The princess looked at Schim, then at Donker, moving quite slowly.

"Who was that third voice?"

"It's our contact, back on Weil."

Ah she said that, Schim suddenly remembered and turned her head. The sun was setting. They were about to lose contact.

"Control, we need directives!" she urgently said. "What do we do!?"

She didn't wanted to stay with that thing, alone, for four hours. It was starring at her, with an empty curiosity. No answer came. Twilight tilted her head slightly.

"Do I scare you?"

"Not gonna lie, yes," Donker nodded.

"My apologies then," the princess said. "I have been trapped here for so much time, and robbed of most of my essence."

"The weird voice probably doesn't help."

Twilight frowned slightly, as if she hadn't noticed it before. She raised a hoof to her throat and began to adjust her voice.
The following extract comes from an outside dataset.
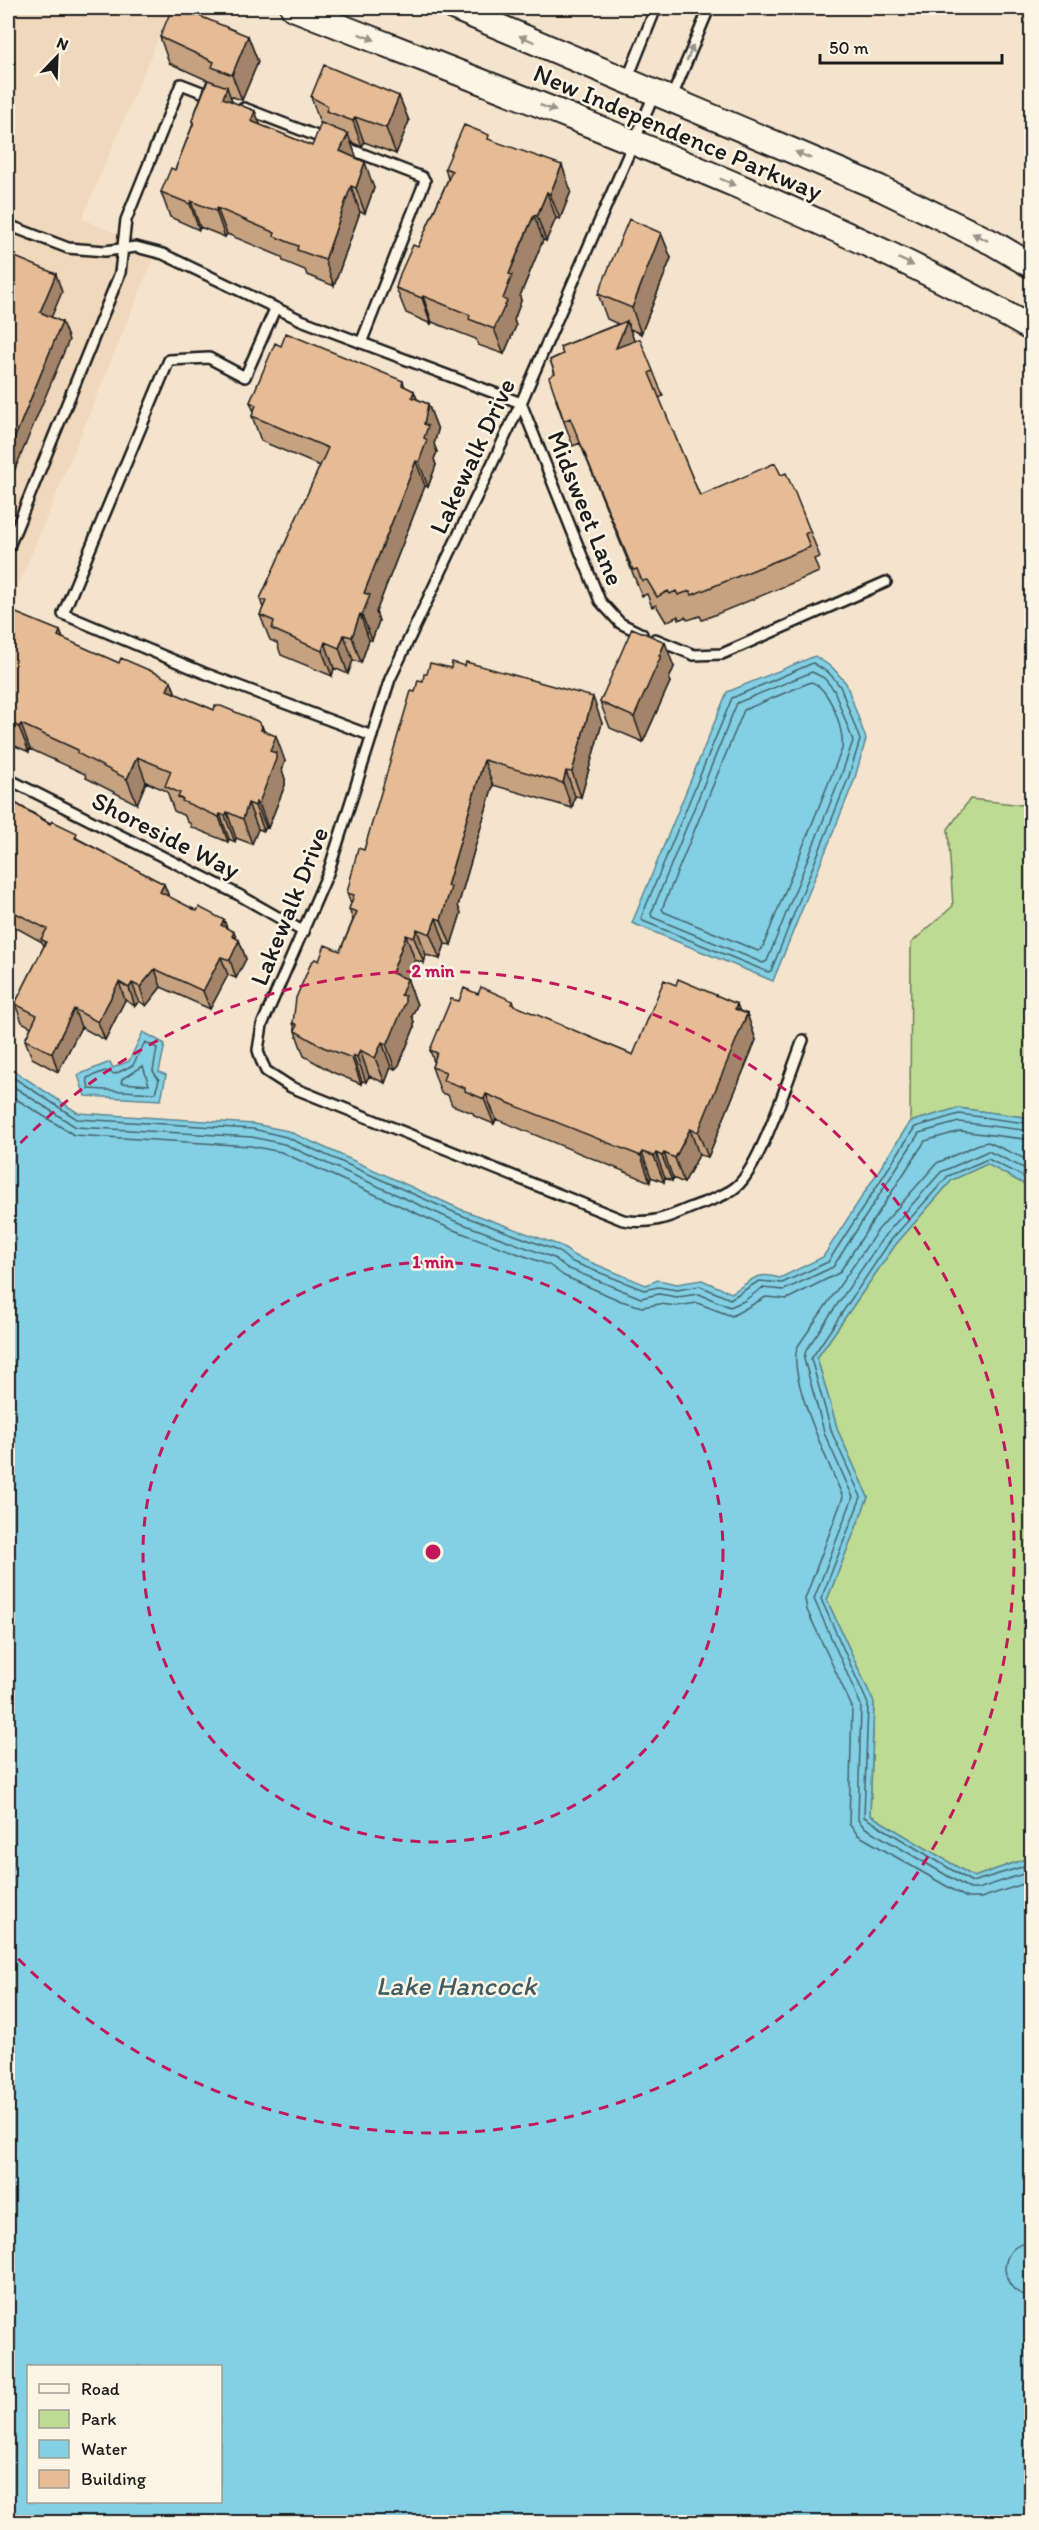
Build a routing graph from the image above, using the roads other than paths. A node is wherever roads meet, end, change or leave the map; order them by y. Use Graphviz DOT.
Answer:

"Ah... Aaaah... Is this better?"

She sounded normal, aside from the way too detached tone. Donker and Schim nodded, but without much conviction, still very much scared of her.

"What happened here?" Schim asked again.

"Long story. May we talk about it while we search for those things? We must not let them gather too much strength."

"Lead the way," Donker invited.

Twilight stepped forward. A bit uneasy with her hooves at first, but she quickly got the hang of it.

"Those things are ancient," she explained. "A terrible foe I had to fight. They come in groups of many."

"How are they called...?" Schim asked, to confirm her belief.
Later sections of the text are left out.